Baffa. Sarà buono incominciare. Ma eccovi quanto la sorte ci si mostra favorevole. Vedete come più a tempo non poteva venire il nostro messer Lodovico; onde egli, benché non abbiate bisogno d’aiuto, potrà, dandovi agio di riposare talora, dirne la parte sua, confermando ed impugnando le vostre ragioni.
Domenichi. Che nuova allegrezza è questa della mia venuta?
Baffa. Sedete, ché lo saprete tosto.
Domenichi. Eccomivi obedientissimo, senza molto farmi pregare, ché, per mia fé, son lasso.
Baffa. Onde venite, che cosi séte affannato? Domenichi. Vengo da casa l’Aretino; nella quale concorre,
a rallegrarsi seco delle smisurate carezze che gli ha fatto l’imperadore, tutta la città.
Baffa. Ho inteso che Sua Maestà, oltra i doni, l’ha fatto cavalcar seco a man ritta di molte miglia, raccomandandolo alla signoria di Vinegia come la sua propria persona.
Domenichi. Così è.
Baffa. Che dicono i pedagoghi?
Domenichi. Confessano che non ne sarà mai più un altro.

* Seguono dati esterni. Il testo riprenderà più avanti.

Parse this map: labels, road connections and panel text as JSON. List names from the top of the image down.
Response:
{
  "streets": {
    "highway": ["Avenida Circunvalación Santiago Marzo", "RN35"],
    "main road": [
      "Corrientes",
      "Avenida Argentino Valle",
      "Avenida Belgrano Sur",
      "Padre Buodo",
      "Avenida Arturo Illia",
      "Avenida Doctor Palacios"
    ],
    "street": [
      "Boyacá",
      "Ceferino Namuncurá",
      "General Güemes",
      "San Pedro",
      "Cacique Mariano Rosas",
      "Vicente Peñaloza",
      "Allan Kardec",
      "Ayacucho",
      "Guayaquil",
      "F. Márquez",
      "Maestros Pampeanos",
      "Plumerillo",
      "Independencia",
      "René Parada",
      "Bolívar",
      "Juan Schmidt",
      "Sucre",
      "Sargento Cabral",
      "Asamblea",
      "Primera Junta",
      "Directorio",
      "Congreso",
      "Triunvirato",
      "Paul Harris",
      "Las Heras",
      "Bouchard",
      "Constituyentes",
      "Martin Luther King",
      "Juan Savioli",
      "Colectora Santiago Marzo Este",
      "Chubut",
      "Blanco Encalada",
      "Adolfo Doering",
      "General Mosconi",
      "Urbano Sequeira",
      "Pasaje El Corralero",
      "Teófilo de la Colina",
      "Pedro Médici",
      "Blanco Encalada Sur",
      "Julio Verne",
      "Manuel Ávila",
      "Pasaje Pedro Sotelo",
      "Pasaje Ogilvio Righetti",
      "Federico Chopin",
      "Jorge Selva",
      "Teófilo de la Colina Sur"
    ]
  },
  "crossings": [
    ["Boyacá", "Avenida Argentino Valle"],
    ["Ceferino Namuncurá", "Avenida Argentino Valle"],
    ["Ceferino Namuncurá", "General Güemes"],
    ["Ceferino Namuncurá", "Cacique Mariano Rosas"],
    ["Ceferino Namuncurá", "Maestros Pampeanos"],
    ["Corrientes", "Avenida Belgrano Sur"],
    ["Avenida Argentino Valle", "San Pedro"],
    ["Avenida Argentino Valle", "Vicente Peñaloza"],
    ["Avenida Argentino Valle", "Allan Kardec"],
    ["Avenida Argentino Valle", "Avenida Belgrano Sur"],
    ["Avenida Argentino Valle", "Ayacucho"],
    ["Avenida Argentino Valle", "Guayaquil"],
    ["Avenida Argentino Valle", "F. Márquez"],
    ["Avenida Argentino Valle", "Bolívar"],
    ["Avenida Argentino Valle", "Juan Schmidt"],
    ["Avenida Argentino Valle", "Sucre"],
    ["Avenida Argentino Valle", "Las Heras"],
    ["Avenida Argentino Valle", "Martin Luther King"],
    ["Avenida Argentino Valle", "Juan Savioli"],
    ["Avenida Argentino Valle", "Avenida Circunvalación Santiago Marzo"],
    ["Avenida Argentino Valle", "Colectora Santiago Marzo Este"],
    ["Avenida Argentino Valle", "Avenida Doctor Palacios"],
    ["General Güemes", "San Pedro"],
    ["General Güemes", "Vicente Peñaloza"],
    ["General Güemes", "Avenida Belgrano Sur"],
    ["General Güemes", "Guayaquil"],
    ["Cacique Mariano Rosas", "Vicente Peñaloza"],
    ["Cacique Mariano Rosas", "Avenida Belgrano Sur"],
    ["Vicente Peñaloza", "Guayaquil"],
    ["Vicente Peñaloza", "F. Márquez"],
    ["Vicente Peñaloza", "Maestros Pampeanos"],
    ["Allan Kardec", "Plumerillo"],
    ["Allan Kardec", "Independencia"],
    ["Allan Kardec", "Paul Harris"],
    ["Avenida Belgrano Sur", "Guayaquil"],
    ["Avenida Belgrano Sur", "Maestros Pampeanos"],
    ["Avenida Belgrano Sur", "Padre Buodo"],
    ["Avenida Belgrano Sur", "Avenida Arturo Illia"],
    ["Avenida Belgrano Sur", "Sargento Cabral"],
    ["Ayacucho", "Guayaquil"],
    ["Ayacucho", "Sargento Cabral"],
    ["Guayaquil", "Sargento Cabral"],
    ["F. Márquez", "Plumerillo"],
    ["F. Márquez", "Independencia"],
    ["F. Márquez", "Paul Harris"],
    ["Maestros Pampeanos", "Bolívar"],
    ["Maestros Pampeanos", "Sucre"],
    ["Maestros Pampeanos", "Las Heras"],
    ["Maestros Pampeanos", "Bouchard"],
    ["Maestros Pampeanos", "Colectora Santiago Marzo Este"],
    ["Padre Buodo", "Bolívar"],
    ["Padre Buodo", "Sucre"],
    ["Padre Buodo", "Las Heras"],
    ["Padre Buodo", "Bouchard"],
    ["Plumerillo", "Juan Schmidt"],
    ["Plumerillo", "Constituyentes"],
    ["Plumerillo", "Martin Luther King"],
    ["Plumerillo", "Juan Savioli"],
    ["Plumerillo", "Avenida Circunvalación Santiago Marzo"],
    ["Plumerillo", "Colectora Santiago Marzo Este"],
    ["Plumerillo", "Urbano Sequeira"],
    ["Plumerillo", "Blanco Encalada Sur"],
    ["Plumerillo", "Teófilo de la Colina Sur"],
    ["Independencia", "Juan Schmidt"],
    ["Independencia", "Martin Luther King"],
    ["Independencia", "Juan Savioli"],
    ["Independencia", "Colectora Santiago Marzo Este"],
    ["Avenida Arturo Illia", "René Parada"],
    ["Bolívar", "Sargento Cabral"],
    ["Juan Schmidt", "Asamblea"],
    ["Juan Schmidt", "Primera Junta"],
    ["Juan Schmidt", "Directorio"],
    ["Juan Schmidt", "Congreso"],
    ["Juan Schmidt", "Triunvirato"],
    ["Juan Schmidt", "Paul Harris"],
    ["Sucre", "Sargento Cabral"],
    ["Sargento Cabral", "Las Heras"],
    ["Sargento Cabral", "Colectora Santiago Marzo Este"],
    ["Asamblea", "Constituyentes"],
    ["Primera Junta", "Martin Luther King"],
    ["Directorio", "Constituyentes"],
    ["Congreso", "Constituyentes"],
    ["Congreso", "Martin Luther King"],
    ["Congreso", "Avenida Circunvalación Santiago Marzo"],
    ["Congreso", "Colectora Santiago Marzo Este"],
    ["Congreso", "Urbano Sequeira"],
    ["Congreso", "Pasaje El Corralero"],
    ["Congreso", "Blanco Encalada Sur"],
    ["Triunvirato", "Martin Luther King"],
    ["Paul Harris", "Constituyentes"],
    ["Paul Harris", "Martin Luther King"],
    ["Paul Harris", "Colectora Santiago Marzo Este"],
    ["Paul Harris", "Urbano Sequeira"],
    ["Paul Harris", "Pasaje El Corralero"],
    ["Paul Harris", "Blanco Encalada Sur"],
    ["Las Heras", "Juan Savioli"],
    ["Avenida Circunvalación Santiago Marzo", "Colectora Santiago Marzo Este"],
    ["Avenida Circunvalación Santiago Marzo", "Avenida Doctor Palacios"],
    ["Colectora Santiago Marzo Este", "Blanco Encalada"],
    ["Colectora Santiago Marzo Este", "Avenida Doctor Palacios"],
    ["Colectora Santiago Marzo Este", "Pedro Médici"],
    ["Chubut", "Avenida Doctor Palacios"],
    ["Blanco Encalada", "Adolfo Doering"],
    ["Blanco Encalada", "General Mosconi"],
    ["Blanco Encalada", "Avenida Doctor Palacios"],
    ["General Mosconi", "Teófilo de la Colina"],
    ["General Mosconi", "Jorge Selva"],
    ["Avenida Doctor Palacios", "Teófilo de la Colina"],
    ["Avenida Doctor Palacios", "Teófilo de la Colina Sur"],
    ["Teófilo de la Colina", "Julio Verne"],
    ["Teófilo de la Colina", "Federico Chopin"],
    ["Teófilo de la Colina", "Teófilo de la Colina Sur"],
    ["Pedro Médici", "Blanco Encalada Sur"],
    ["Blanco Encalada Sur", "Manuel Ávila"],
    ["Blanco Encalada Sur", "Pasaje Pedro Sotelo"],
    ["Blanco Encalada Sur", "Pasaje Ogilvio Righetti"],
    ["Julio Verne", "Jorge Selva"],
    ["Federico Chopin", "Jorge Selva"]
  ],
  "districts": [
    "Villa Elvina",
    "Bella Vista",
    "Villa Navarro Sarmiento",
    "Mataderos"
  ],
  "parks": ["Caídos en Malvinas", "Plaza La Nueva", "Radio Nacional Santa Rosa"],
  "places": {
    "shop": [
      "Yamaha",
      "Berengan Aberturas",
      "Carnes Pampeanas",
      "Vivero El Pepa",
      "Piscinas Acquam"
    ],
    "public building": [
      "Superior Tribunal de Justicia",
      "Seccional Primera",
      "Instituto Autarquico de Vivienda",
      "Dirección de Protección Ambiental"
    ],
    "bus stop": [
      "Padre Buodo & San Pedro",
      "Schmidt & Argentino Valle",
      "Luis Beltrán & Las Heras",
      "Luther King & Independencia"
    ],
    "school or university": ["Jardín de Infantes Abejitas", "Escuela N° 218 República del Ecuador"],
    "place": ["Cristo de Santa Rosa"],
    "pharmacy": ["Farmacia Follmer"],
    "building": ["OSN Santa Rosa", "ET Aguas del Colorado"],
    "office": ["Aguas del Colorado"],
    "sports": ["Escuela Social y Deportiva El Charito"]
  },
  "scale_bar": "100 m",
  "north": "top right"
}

Baffa. E non è ciancia. Ma, come che io vi veggia sempre volentieri, ora gratissimo m’è stato il giunger vostro; perché, avendomi ora il signor Ottaviano da raguagliarmi d’alcune cose, desiderava che alcuno suo amico sovragiungesse, non già per aiutarlo, ma per contender seco, accioché meglio mi rendesse instrutta di quanto egli è per dirmi.
Raverta. Non le credete così ogni cosa, perché io vo cercando persona che m’aiti; né miglior né più fedel compagno mi si poteva offerir di voi.